## Requirement
A precise copy of the data is required, with every picture left out.

## Dataset records
"""

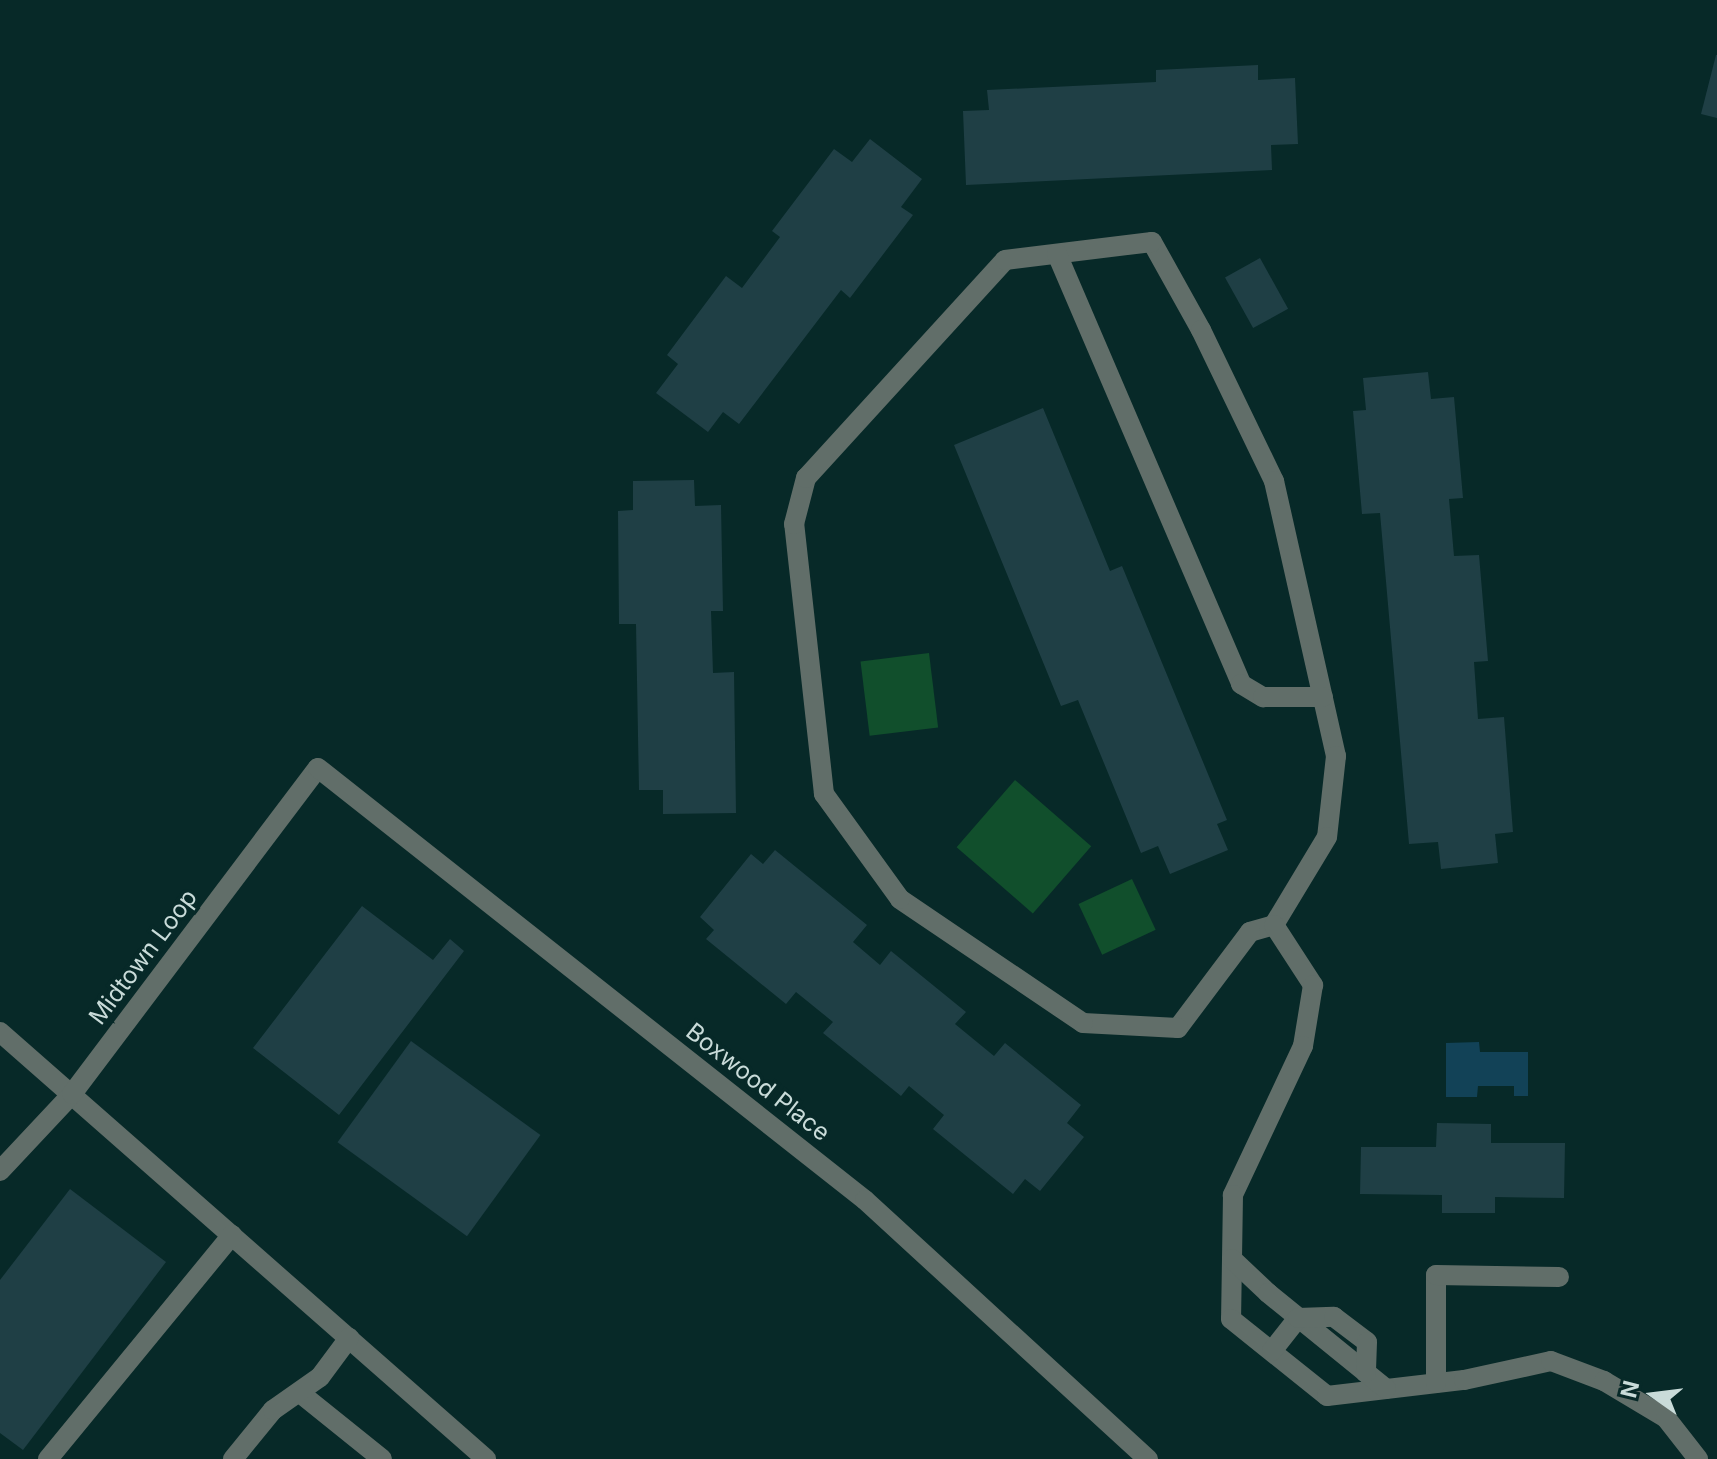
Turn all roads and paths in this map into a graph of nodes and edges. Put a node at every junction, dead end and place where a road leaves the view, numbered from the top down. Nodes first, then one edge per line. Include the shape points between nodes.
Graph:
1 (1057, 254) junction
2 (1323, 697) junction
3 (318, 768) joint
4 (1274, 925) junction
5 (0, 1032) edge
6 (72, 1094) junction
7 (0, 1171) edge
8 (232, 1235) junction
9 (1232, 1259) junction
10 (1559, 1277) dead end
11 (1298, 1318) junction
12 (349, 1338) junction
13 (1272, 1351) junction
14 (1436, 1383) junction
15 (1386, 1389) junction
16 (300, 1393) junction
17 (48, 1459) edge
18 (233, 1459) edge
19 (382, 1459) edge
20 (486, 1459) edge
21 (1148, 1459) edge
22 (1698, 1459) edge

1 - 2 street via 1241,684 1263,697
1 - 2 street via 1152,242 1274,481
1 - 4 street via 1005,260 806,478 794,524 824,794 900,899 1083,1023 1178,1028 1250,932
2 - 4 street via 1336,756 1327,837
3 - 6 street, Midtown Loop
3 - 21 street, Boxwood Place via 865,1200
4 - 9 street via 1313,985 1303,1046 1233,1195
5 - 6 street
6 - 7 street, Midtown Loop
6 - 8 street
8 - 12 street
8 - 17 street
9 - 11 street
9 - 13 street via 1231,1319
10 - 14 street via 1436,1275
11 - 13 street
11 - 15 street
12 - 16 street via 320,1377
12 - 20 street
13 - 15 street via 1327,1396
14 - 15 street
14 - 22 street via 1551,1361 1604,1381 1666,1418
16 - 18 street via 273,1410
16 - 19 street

"""

## Result of this exercise
Turn all roads and paths in this map into a graph of nodes and edges. Put a node at every junction, dead end and place where a road leaves the view, numbered from the top down. Nodes first, then one edge per line. Include the shape points between nodes.
Graph:
1 (1057, 254) junction
2 (1323, 697) junction
3 (318, 768) joint
4 (1274, 925) junction
5 (0, 1032) edge
6 (72, 1094) junction
7 (0, 1171) edge
8 (232, 1235) junction
9 (1232, 1259) junction
10 (1559, 1277) dead end
11 (1298, 1318) junction
12 (349, 1338) junction
13 (1272, 1351) junction
14 (1436, 1383) junction
15 (1386, 1389) junction
16 (300, 1393) junction
17 (48, 1459) edge
18 (233, 1459) edge
19 (382, 1459) edge
20 (486, 1459) edge
21 (1148, 1459) edge
22 (1698, 1459) edge

1 - 2 street via 1241,684 1263,697
1 - 2 street via 1152,242 1274,481
1 - 4 street via 1005,260 806,478 794,524 824,794 900,899 1083,1023 1178,1028 1250,932
2 - 4 street via 1336,756 1327,837
3 - 6 street, Midtown Loop
3 - 21 street, Boxwood Place via 865,1200
4 - 9 street via 1313,985 1303,1046 1233,1195
5 - 6 street
6 - 7 street, Midtown Loop
6 - 8 street
8 - 12 street
8 - 17 street
9 - 11 street
9 - 13 street via 1231,1319
10 - 14 street via 1436,1275
11 - 13 street
11 - 15 street
12 - 16 street via 320,1377
12 - 20 street
13 - 15 street via 1327,1396
14 - 15 street
14 - 22 street via 1551,1361 1604,1381 1666,1418
16 - 18 street via 273,1410
16 - 19 street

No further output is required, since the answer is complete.